## Supplied data
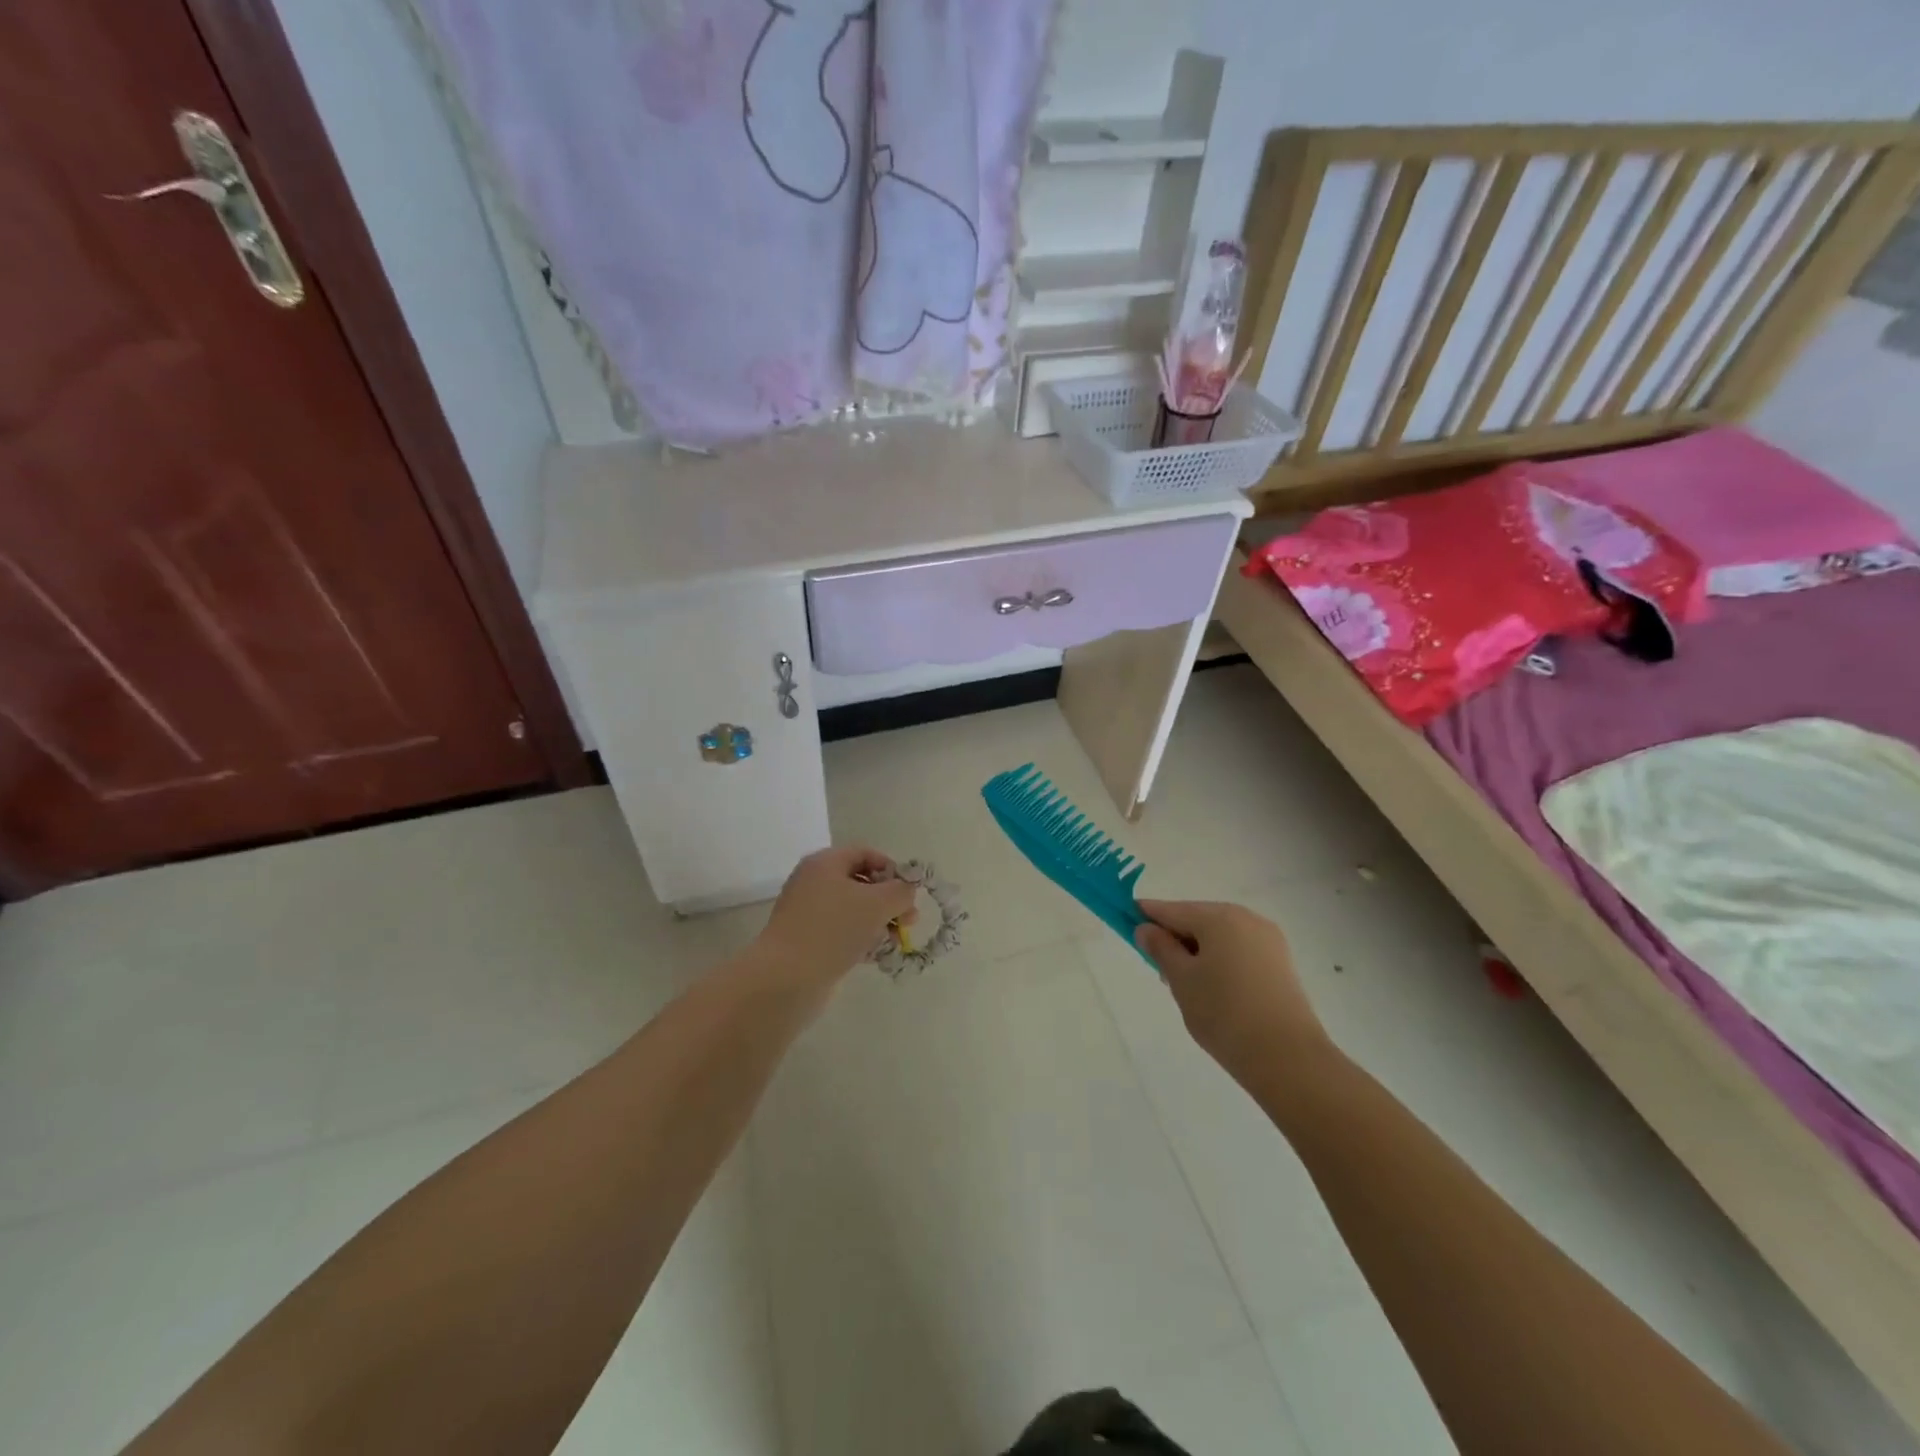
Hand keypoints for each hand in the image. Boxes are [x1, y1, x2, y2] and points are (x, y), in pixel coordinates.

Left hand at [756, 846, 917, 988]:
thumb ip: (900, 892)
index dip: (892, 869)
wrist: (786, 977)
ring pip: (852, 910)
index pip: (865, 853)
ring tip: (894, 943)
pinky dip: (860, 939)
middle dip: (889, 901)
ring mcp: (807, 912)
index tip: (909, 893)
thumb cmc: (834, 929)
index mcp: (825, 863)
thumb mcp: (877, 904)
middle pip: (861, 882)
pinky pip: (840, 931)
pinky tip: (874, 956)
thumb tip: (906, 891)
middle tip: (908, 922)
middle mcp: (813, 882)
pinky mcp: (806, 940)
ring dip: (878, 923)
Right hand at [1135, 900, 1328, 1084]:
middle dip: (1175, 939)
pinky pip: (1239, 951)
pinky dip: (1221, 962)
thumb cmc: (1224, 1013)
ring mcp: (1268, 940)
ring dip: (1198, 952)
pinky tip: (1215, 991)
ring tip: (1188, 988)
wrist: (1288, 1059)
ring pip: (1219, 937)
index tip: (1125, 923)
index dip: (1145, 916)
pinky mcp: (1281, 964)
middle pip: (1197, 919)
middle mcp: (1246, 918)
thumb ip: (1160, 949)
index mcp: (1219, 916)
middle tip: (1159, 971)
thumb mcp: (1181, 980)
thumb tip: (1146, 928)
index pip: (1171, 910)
---
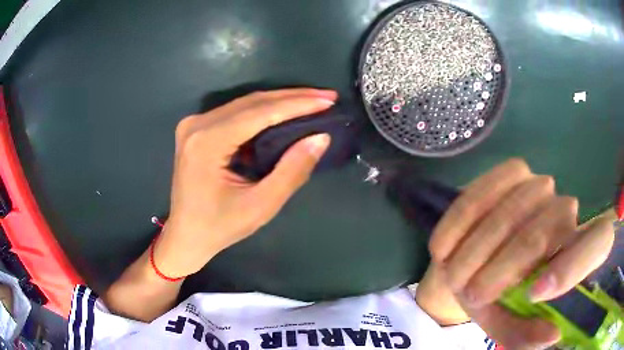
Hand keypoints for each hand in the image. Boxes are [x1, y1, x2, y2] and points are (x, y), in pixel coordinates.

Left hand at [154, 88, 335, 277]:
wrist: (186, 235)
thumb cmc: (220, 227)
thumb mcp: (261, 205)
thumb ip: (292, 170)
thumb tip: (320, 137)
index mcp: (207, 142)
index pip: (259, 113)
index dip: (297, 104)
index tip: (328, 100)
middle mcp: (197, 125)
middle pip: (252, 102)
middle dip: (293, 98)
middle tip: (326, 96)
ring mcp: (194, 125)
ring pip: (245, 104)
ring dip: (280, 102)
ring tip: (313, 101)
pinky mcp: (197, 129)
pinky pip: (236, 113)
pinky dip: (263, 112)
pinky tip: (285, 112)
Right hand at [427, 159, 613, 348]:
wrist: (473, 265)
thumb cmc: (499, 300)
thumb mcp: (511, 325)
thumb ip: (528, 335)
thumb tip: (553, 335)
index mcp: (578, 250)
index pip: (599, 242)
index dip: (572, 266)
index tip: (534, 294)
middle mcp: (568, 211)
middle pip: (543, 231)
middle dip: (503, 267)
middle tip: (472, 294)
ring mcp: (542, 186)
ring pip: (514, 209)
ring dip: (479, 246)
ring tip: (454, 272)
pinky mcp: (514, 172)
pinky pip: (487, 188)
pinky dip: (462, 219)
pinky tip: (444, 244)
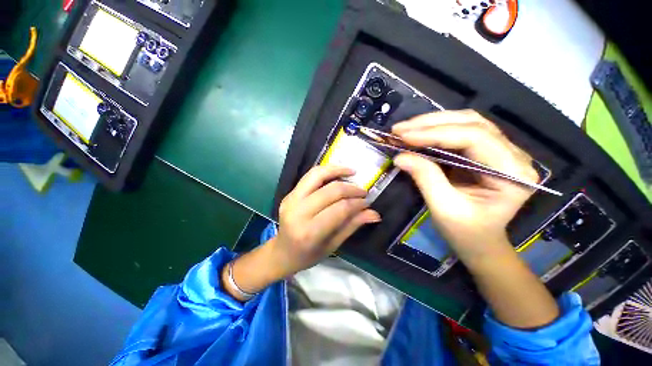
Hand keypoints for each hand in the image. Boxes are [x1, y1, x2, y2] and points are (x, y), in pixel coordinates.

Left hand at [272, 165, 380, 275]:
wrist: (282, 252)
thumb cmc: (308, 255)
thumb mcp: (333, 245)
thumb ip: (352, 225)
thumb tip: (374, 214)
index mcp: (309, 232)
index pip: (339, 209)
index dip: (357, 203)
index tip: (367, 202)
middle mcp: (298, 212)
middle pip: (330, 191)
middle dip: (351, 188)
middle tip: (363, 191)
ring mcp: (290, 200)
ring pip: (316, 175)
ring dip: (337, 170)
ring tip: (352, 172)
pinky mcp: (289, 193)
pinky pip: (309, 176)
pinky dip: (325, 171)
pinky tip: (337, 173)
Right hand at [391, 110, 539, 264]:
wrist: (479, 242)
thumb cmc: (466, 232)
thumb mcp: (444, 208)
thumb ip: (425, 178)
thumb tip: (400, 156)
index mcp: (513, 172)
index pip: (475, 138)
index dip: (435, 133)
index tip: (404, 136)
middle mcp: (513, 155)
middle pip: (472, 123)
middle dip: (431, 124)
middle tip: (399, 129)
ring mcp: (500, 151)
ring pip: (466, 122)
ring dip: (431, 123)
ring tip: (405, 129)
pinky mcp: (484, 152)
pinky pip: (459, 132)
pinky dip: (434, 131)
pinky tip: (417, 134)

## What this task involves
Output only an exact transcription of the lines above from the one with "thumb ip: (1160, 949)" up to and including the one with "index pip: (1171, 910)".

## Written response
thumb ip: (1160, 949)
index mcp: (1219, 916)
middle tip: (1159, 971)
thumb mcp: (1181, 980)
thumb tip: (1146, 928)
index pip: (1171, 910)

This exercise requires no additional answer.